### Supplied information
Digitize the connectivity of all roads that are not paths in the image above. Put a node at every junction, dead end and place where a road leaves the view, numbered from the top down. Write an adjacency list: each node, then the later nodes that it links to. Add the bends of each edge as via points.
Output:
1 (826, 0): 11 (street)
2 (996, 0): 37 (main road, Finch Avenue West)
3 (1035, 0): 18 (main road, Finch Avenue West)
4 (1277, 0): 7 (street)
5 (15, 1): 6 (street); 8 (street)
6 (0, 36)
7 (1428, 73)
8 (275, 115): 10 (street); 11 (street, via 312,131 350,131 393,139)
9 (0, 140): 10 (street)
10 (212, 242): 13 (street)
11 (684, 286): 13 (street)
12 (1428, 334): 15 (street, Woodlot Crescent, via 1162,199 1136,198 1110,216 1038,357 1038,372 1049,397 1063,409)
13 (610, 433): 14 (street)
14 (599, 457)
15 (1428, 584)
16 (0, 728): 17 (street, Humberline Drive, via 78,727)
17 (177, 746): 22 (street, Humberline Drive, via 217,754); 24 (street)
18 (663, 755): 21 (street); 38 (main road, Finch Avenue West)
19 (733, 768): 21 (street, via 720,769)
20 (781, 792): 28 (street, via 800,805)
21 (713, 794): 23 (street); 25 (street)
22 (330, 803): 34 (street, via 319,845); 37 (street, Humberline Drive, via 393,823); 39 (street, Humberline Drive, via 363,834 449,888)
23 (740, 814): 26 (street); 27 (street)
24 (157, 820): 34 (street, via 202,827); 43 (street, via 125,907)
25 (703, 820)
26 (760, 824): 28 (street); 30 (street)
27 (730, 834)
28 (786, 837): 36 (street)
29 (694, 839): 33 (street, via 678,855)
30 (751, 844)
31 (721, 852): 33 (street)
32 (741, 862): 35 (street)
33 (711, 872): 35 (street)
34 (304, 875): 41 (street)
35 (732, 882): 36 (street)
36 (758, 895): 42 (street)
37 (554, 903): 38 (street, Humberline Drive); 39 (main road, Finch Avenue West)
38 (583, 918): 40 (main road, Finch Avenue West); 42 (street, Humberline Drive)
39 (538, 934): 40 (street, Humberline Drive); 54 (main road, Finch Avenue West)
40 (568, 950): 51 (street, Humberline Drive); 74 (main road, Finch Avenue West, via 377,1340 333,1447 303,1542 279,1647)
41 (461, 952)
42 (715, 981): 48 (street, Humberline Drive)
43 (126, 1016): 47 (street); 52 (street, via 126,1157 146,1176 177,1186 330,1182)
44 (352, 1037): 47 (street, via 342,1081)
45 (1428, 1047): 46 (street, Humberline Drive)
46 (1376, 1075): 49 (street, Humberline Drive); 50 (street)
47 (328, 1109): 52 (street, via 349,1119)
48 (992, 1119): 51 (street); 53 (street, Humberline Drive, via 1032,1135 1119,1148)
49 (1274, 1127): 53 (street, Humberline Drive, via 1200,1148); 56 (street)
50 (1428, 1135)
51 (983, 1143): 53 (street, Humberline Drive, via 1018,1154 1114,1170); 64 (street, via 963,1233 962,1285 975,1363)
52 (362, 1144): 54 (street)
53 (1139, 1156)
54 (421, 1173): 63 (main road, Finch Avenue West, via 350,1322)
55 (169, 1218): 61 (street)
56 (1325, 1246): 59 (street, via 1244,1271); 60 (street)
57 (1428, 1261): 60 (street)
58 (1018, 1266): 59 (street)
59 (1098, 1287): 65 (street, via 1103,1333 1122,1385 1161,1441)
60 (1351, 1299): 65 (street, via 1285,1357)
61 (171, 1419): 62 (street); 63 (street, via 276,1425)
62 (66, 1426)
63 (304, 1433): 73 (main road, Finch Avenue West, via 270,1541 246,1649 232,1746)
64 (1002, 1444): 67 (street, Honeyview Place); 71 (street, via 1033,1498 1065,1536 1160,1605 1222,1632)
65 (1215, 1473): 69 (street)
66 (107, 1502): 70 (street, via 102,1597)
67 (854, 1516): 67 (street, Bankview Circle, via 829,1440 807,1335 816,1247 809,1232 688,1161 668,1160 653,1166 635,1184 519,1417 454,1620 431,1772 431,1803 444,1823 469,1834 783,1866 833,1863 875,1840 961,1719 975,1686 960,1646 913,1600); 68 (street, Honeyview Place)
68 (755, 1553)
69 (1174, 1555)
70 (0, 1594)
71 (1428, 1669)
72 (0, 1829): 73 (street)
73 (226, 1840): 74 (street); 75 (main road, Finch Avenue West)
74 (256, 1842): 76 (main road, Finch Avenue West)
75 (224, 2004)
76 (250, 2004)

### Your task
Identify and extract each line of the listing that contains "main".

### Reply
2 (996, 0): 37 (main road, Finch Avenue West)
3 (1035, 0): 18 (main road, Finch Avenue West)
18 (663, 755): 21 (street); 38 (main road, Finch Avenue West)
37 (554, 903): 38 (street, Humberline Drive); 39 (main road, Finch Avenue West)
38 (583, 918): 40 (main road, Finch Avenue West); 42 (street, Humberline Drive)
39 (538, 934): 40 (street, Humberline Drive); 54 (main road, Finch Avenue West)
40 (568, 950): 51 (street, Humberline Drive); 74 (main road, Finch Avenue West, via 377,1340 333,1447 303,1542 279,1647)
54 (421, 1173): 63 (main road, Finch Avenue West, via 350,1322)
63 (304, 1433): 73 (main road, Finch Avenue West, via 270,1541 246,1649 232,1746)
73 (226, 1840): 74 (street); 75 (main road, Finch Avenue West)
74 (256, 1842): 76 (main road, Finch Avenue West)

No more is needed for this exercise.